__DATA TO EXAMINE__:
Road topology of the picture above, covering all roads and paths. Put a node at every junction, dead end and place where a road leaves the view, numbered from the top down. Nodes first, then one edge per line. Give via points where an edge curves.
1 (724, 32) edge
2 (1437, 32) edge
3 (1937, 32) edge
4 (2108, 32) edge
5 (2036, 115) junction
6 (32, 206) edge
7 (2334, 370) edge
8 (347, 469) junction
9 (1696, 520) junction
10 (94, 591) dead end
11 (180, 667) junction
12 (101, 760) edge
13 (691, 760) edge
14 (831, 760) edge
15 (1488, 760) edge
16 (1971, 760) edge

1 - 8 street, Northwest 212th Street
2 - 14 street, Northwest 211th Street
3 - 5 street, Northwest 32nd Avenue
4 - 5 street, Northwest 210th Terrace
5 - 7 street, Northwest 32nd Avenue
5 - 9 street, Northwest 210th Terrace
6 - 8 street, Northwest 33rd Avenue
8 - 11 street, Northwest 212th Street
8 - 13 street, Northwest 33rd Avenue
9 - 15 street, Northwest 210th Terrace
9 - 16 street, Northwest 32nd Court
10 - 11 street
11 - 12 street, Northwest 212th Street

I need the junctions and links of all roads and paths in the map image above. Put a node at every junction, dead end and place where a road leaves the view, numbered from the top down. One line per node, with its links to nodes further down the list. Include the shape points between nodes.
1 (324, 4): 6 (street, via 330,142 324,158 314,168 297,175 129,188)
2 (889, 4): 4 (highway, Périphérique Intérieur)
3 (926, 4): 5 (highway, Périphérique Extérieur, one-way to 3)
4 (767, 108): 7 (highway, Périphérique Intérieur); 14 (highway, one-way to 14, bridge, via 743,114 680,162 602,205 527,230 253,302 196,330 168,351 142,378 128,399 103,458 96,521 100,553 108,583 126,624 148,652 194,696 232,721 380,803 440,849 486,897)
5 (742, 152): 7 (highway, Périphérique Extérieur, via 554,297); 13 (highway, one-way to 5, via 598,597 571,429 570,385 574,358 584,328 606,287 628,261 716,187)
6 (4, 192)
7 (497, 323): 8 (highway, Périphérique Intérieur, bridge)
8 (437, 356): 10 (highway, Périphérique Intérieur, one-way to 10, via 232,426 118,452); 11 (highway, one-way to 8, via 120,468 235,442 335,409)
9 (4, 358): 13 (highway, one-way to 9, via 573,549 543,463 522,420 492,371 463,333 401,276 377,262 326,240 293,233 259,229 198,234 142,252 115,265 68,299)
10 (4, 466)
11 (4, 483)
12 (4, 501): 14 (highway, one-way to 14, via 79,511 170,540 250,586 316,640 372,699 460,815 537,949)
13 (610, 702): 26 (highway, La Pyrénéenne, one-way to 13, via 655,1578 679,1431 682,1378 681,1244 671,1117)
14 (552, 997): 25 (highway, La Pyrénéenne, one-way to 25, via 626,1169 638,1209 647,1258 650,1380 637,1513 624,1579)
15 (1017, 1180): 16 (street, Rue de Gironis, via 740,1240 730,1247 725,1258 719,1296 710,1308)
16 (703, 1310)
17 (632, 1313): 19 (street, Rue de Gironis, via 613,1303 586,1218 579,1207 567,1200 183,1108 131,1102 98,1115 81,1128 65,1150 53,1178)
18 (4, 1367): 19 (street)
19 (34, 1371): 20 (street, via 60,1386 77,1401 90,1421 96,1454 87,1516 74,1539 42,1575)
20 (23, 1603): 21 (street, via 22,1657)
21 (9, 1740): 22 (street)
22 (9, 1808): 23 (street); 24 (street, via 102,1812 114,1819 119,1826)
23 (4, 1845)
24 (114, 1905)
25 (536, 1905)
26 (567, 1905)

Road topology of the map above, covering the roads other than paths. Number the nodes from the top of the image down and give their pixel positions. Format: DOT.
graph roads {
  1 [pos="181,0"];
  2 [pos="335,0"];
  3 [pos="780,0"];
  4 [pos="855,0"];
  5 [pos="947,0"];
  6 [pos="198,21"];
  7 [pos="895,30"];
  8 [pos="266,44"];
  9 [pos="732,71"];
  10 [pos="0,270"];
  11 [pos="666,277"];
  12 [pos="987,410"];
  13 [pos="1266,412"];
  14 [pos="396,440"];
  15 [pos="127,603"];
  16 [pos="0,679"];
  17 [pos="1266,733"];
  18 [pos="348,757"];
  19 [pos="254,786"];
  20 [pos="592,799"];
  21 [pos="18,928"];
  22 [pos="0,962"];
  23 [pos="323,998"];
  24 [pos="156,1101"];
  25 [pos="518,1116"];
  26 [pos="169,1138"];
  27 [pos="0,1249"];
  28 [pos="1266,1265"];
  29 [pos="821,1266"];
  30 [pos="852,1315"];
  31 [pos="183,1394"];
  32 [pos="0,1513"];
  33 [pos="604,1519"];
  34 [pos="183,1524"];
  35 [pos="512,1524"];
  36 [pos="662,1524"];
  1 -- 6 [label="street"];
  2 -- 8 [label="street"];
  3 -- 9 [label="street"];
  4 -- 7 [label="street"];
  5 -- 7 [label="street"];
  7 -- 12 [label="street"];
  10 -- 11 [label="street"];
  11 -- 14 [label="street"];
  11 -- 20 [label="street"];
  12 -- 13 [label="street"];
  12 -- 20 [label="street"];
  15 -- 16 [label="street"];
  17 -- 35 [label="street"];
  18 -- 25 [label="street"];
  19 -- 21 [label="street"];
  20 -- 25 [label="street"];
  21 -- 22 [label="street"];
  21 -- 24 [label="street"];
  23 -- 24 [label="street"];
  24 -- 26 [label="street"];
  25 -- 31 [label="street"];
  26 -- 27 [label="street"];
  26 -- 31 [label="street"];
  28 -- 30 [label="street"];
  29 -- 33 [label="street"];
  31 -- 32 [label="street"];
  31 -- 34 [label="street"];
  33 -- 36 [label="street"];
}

__WHAT TO DO__:
Among the records above, find each line containing the string "numbered" and copy it.

__TASK ANSWER__:
Road topology of the picture above, covering all roads and paths. Put a node at every junction, dead end and place where a road leaves the view, numbered from the top down. Nodes first, then one edge per line. Give via points where an edge curves.
I need the junctions and links of all roads and paths in the map image above. Put a node at every junction, dead end and place where a road leaves the view, numbered from the top down. One line per node, with its links to nodes further down the list. Include the shape points between nodes.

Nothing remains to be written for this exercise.